# [YOUR ASSIGNMENT]
Could you give the listing again exactly, without its pictures?

= = = =

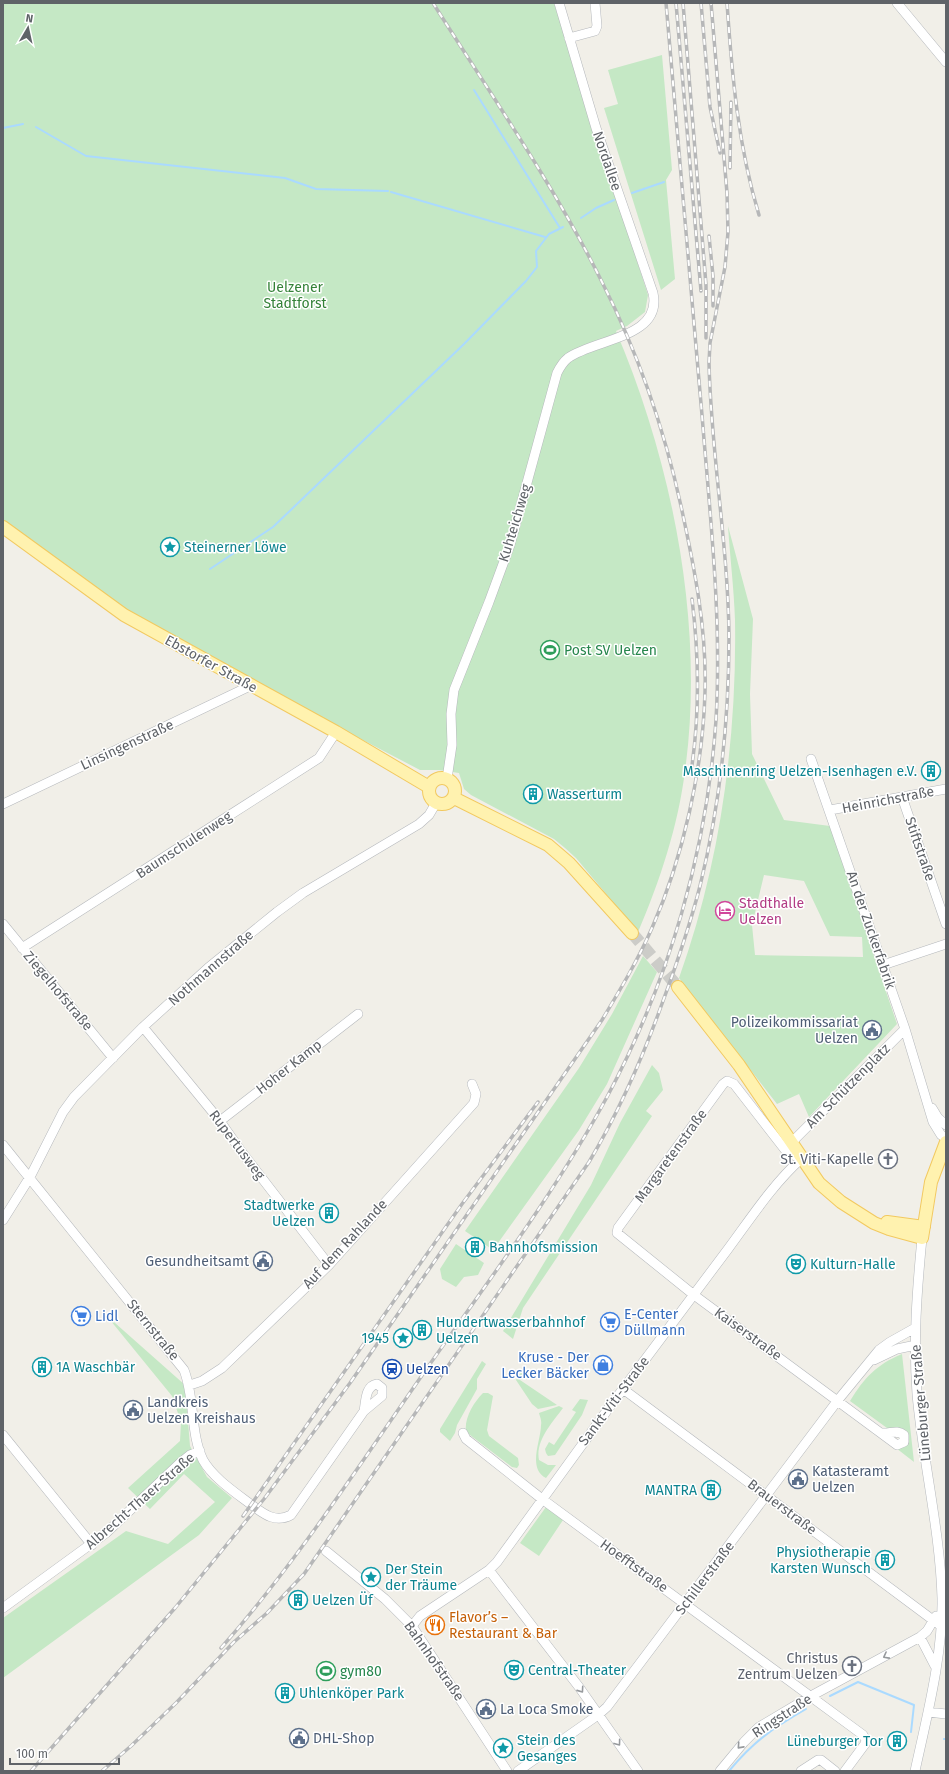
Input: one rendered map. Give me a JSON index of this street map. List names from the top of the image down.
{
  "streets": {
    "main road": ["Ebstorfer Straße", "Lüneburger Straße"],
    "street": [
      "Nordallee",
      "Kuhteichweg",
      "Linsingenstraße",
      "Heinrichstraße",
      "Baumschulenweg",
      "Stiftstraße",
      "An der Zuckerfabrik",
      "Nothmannstraße",
      "Ziegelhofstraße",
      "Hoher Kamp",
      "Am Schützenplatz",
      "Rupertusweg",
      "Margaretenstraße",
      "Auf dem Rahlande",
      "Sternstraße",
      "Kaiserstraße",
      "Sankt-Viti-Straße",
      "Albrecht-Thaer-Straße",
      "Brauerstraße",
      "Hoefftstraße",
      "Schillerstraße",
      "Bahnhofstraße",
      "Ringstraße"
    ]
  },
  "crossings": [
    ["Nordallee", "Kuhteichweg"],
    ["Kuhteichweg", "Ebstorfer Straße"],
    ["Kuhteichweg", "Nothmannstraße"],
    ["Ebstorfer Straße", "Linsingenstraße"],
    ["Ebstorfer Straße", "Baumschulenweg"],
    ["Ebstorfer Straße", "Nothmannstraße"],
    ["Heinrichstraße", "Stiftstraße"],
    ["Heinrichstraße", "An der Zuckerfabrik"],
    ["Baumschulenweg", "Ziegelhofstraße"],
    ["An der Zuckerfabrik", "Am Schützenplatz"],
    ["Nothmannstraße", "Ziegelhofstraße"],
    ["Nothmannstraße", "Rupertusweg"],
    ["Nothmannstraße", "Sternstraße"],
    ["Hoher Kamp", "Rupertusweg"],
    ["Rupertusweg", "Auf dem Rahlande"],
    ["Margaretenstraße", "Kaiserstraße"],
    ["Margaretenstraße", "Sankt-Viti-Straße"],
    ["Auf dem Rahlande", "Sternstraße"],
    ["Sternstraße", "Albrecht-Thaer-Straße"],
    ["Kaiserstraße", "Sankt-Viti-Straße"],
    ["Kaiserstraße", "Schillerstraße"],
    ["Sankt-Viti-Straße", "Brauerstraße"],
    ["Sankt-Viti-Straße", "Hoefftstraße"],
    ["Sankt-Viti-Straße", "Bahnhofstraße"],
    ["Lüneburger Straße", "Schillerstraße"],
    ["Lüneburger Straße", "Ringstraße"],
    ["Brauerstraße", "Schillerstraße"],
    ["Brauerstraße", "Ringstraße"],
    ["Hoefftstraße", "Schillerstraße"],
    ["Hoefftstraße", "Ringstraße"]
  ],
  "one_way": ["Ringstraße"],
  "parks": ["Uelzener Stadtforst"],
  "places": {
    "place": [
      "Steinerner Löwe",
      "1945",
      "Der Stein der Träume",
      "Stein des Gesanges"
    ],
    "sports": ["Post SV Uelzen", "gym80"],
    "building": [
      "Maschinenring Uelzen-Isenhagen e.V.",
      "Wasserturm",
      "Stadtwerke Uelzen",
      "Bahnhofsmission",
      "Hundertwasserbahnhof Uelzen",
      "1A Waschbär",
      "MANTRA",
      "Physiotherapie Karsten Wunsch",
      "Uelzen Üf",
      "Uhlenköper Park",
      "Lüneburger Tor"
    ],
    "hotel": ["Stadthalle Uelzen"],
    "public building": [
      "Polizeikommissariat Uelzen",
      "Gesundheitsamt",
      "Landkreis Uelzen Kreishaus",
      "Katasteramt Uelzen",
      "La Loca Smoke",
      "DHL-Shop"
    ],
    "church": ["St. Viti-Kapelle", "Christus Zentrum Uelzen"],
    "theatre": ["Kulturn-Halle", "Central-Theater"],
    "supermarket": ["Lidl", "E-Center Düllmann"],
    "shop": ["Kruse - Der Lecker Bäcker"],
    "station": ["Uelzen"],
    "restaurant": ["Flavor’s – Restaurant & Bar"]
  },
  "scale_bar": "100 m",
  "north": "top"
}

= = = =

# [EXERCISE RESULT]
Input: one rendered map. Give me a JSON index of this street map. List names from the top of the image down.
{
  "streets": {
    "main road": ["Ebstorfer Straße", "Lüneburger Straße"],
    "street": [
      "Nordallee",
      "Kuhteichweg",
      "Linsingenstraße",
      "Heinrichstraße",
      "Baumschulenweg",
      "Stiftstraße",
      "An der Zuckerfabrik",
      "Nothmannstraße",
      "Ziegelhofstraße",
      "Hoher Kamp",
      "Am Schützenplatz",
      "Rupertusweg",
      "Margaretenstraße",
      "Auf dem Rahlande",
      "Sternstraße",
      "Kaiserstraße",
      "Sankt-Viti-Straße",
      "Albrecht-Thaer-Straße",
      "Brauerstraße",
      "Hoefftstraße",
      "Schillerstraße",
      "Bahnhofstraße",
      "Ringstraße"
    ]
  },
  "crossings": [
    ["Nordallee", "Kuhteichweg"],
    ["Kuhteichweg", "Ebstorfer Straße"],
    ["Kuhteichweg", "Nothmannstraße"],
    ["Ebstorfer Straße", "Linsingenstraße"],
    ["Ebstorfer Straße", "Baumschulenweg"],
    ["Ebstorfer Straße", "Nothmannstraße"],
    ["Heinrichstraße", "Stiftstraße"],
    ["Heinrichstraße", "An der Zuckerfabrik"],
    ["Baumschulenweg", "Ziegelhofstraße"],
    ["An der Zuckerfabrik", "Am Schützenplatz"],
    ["Nothmannstraße", "Ziegelhofstraße"],
    ["Nothmannstraße", "Rupertusweg"],
    ["Nothmannstraße", "Sternstraße"],
    ["Hoher Kamp", "Rupertusweg"],
    ["Rupertusweg", "Auf dem Rahlande"],
    ["Margaretenstraße", "Kaiserstraße"],
    ["Margaretenstraße", "Sankt-Viti-Straße"],
    ["Auf dem Rahlande", "Sternstraße"],
    ["Sternstraße", "Albrecht-Thaer-Straße"],
    ["Kaiserstraße", "Sankt-Viti-Straße"],
    ["Kaiserstraße", "Schillerstraße"],
    ["Sankt-Viti-Straße", "Brauerstraße"],
    ["Sankt-Viti-Straße", "Hoefftstraße"],
    ["Sankt-Viti-Straße", "Bahnhofstraße"],
    ["Lüneburger Straße", "Schillerstraße"],
    ["Lüneburger Straße", "Ringstraße"],
    ["Brauerstraße", "Schillerstraße"],
    ["Brauerstraße", "Ringstraße"],
    ["Hoefftstraße", "Schillerstraße"],
    ["Hoefftstraße", "Ringstraße"]
  ],
  "one_way": ["Ringstraße"],
  "parks": ["Uelzener Stadtforst"],
  "places": {
    "place": [
      "Steinerner Löwe",
      "1945",
      "Der Stein der Träume",
      "Stein des Gesanges"
    ],
    "sports": ["Post SV Uelzen", "gym80"],
    "building": [
      "Maschinenring Uelzen-Isenhagen e.V.",
      "Wasserturm",
      "Stadtwerke Uelzen",
      "Bahnhofsmission",
      "Hundertwasserbahnhof Uelzen",
      "1A Waschbär",
      "MANTRA",
      "Physiotherapie Karsten Wunsch",
      "Uelzen Üf",
      "Uhlenköper Park",
      "Lüneburger Tor"
    ],
    "hotel": ["Stadthalle Uelzen"],
    "public building": [
      "Polizeikommissariat Uelzen",
      "Gesundheitsamt",
      "Landkreis Uelzen Kreishaus",
      "Katasteramt Uelzen",
      "La Loca Smoke",
      "DHL-Shop"
    ],
    "church": ["St. Viti-Kapelle", "Christus Zentrum Uelzen"],
    "theatre": ["Kulturn-Halle", "Central-Theater"],
    "supermarket": ["Lidl", "E-Center Düllmann"],
    "shop": ["Kruse - Der Lecker Bäcker"],
    "station": ["Uelzen"],
    "restaurant": ["Flavor’s – Restaurant & Bar"]
  },
  "scale_bar": "100 m",
  "north": "top"
}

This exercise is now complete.